You can practically skip with joy through Humboldt's Gift, the whole thing is such a delight -- it is way too long, but I felt it could have gone on forever. This is another book that just makes Luke angry. I think if he tried to read Portnoy's Complaint he would explode with rage!
 

luka

Well-known member
this is true. i find bellow morally repugnant. who skips with joy when reading a book anyway? iv never felt like skipping with joy in my life, let alone when reading some trite middlebrow american paperback.
 

IdleRich

IdleRich
"When it comes to magic realism I've only read Jorge Luis Borges and Julio Cortazar (and like them both a lot), but I fail to imagine how you could make something like that in a twee manner."
I wouldn't have exactly called either of them magic realism though - they're slightly different aren't they?

Saul Bellow - I can read his books but I don't really understand what it is about them that gets everyone so excited.
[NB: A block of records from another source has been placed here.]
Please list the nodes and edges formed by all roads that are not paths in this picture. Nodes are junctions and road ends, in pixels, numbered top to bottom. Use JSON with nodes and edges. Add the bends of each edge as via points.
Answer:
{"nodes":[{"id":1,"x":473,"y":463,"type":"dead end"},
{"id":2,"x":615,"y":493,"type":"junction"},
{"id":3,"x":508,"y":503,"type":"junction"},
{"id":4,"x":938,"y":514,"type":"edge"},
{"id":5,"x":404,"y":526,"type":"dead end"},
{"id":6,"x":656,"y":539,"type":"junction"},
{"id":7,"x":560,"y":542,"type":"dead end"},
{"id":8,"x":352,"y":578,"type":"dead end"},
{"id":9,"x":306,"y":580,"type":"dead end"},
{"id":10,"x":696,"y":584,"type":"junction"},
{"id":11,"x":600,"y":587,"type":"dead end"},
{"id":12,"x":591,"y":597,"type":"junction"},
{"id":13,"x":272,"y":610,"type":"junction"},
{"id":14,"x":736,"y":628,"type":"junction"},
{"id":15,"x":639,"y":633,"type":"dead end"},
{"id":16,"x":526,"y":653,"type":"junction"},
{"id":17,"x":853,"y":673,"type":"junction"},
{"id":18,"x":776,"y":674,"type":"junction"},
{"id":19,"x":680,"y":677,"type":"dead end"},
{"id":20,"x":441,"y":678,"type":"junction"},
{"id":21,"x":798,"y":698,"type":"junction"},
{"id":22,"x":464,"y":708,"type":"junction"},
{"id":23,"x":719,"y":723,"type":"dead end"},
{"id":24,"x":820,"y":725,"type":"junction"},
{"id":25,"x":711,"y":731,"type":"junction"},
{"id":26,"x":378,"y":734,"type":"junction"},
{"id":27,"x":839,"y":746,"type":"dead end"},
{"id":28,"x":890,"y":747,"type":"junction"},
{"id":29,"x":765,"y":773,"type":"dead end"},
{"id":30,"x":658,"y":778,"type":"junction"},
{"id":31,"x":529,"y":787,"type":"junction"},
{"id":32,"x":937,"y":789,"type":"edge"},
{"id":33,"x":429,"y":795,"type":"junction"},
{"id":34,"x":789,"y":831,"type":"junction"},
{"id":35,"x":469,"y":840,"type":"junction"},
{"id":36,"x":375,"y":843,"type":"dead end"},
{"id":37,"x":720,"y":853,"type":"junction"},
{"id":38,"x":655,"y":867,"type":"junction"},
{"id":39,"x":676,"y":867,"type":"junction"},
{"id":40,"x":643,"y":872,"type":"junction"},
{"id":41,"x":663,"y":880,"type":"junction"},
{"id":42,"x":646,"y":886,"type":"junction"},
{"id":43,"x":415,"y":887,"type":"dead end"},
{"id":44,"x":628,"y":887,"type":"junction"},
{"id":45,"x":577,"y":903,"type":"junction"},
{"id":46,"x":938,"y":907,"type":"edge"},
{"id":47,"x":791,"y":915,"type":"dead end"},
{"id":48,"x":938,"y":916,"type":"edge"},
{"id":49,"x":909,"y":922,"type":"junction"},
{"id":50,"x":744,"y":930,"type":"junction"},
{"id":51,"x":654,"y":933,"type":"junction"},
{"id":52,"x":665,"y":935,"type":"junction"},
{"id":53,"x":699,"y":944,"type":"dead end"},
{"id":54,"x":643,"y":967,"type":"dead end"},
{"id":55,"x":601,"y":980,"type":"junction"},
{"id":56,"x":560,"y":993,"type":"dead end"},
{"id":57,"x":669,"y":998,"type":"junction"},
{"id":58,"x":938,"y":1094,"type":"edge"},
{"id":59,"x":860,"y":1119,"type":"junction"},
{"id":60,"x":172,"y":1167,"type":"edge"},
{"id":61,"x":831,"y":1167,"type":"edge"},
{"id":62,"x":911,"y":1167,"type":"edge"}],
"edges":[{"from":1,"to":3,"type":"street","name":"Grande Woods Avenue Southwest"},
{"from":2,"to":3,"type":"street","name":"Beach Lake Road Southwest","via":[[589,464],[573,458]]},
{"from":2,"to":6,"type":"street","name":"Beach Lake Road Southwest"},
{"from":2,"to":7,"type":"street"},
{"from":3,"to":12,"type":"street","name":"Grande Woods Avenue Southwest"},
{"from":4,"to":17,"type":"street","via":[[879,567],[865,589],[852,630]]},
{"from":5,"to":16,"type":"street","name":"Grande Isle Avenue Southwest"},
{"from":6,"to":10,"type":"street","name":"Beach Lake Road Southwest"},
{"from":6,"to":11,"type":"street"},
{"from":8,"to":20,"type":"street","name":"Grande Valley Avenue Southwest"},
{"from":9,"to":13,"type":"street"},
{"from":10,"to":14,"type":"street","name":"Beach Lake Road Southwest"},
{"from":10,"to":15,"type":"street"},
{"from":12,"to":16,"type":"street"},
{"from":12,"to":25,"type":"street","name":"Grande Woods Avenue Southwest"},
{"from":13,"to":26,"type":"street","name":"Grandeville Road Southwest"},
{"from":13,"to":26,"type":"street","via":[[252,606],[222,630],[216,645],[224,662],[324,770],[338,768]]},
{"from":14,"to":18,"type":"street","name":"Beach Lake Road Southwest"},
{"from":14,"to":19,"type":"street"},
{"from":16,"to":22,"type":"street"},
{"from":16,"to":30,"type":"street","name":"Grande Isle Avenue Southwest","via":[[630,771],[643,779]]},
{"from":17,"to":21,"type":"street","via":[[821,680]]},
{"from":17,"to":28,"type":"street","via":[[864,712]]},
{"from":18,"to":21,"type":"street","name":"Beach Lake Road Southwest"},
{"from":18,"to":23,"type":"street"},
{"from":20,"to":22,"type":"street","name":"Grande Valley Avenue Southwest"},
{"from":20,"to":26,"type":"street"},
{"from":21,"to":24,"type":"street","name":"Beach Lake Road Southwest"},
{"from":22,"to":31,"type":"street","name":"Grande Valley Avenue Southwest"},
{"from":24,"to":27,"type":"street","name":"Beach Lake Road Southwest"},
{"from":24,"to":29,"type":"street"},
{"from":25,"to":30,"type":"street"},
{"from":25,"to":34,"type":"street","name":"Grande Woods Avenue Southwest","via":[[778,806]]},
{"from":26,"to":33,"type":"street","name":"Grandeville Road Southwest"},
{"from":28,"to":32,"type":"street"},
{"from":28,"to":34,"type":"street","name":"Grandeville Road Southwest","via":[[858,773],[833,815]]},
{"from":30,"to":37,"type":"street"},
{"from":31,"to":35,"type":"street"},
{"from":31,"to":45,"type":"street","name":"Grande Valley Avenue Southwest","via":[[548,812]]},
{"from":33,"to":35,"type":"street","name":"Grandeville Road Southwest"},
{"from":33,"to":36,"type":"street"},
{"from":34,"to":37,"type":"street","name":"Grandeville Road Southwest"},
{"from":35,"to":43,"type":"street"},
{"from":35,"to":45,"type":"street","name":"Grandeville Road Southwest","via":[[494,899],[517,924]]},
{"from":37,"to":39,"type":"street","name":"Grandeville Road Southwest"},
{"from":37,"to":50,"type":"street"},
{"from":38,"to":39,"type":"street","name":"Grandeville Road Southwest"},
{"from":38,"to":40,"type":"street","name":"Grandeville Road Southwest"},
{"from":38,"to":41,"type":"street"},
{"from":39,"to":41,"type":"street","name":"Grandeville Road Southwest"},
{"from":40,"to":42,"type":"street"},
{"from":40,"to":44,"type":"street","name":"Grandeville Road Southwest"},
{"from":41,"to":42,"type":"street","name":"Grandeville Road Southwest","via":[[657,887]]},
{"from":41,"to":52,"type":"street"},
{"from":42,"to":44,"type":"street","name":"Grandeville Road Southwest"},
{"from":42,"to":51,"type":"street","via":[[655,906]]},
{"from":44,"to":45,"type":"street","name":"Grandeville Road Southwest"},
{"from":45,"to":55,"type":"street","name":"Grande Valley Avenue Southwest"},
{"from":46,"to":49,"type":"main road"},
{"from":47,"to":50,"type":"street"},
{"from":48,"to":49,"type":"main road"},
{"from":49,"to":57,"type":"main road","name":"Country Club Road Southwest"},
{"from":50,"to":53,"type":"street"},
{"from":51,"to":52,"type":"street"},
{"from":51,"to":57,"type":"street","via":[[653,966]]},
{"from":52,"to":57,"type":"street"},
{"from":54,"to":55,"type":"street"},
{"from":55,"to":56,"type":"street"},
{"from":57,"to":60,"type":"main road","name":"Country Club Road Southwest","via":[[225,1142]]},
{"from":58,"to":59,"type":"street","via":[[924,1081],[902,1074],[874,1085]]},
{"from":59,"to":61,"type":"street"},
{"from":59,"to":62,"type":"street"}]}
They appeal to a certain kind of people and not others I guess - and the people they appeal to are are often critics. Maybe I've read the wrong ones. Same goes for Roth, Portnoy's Complaint is a mildly amusing novelette I guess but people describe it as a masterpiece.
 

craner

Beast of Burden
It's only a masterpiece contextually -- these days, as you say, it's a divertingly frank and funny novel, no more. Although it is probably more extremely self-lacerating and embarrasing than anything written now. It's ferocious compared to, say, The Finkler Question
 

IdleRich

IdleRich
"It's only a masterpiece contextually -- these days, as you say, it's a divertingly frank and funny novel, no more. Although it is probably more extremely self-lacerating and embarrasing than anything written now. It's ferocious compared to, say, The Finkler Question."
Is it that self-lacerating? I found it a bit too silly to be that abrasive.
 

craner

Beast of Burden
It was the first contemporary novel I could think of! Had to be another neurotic, self-obssessed Jew, of course.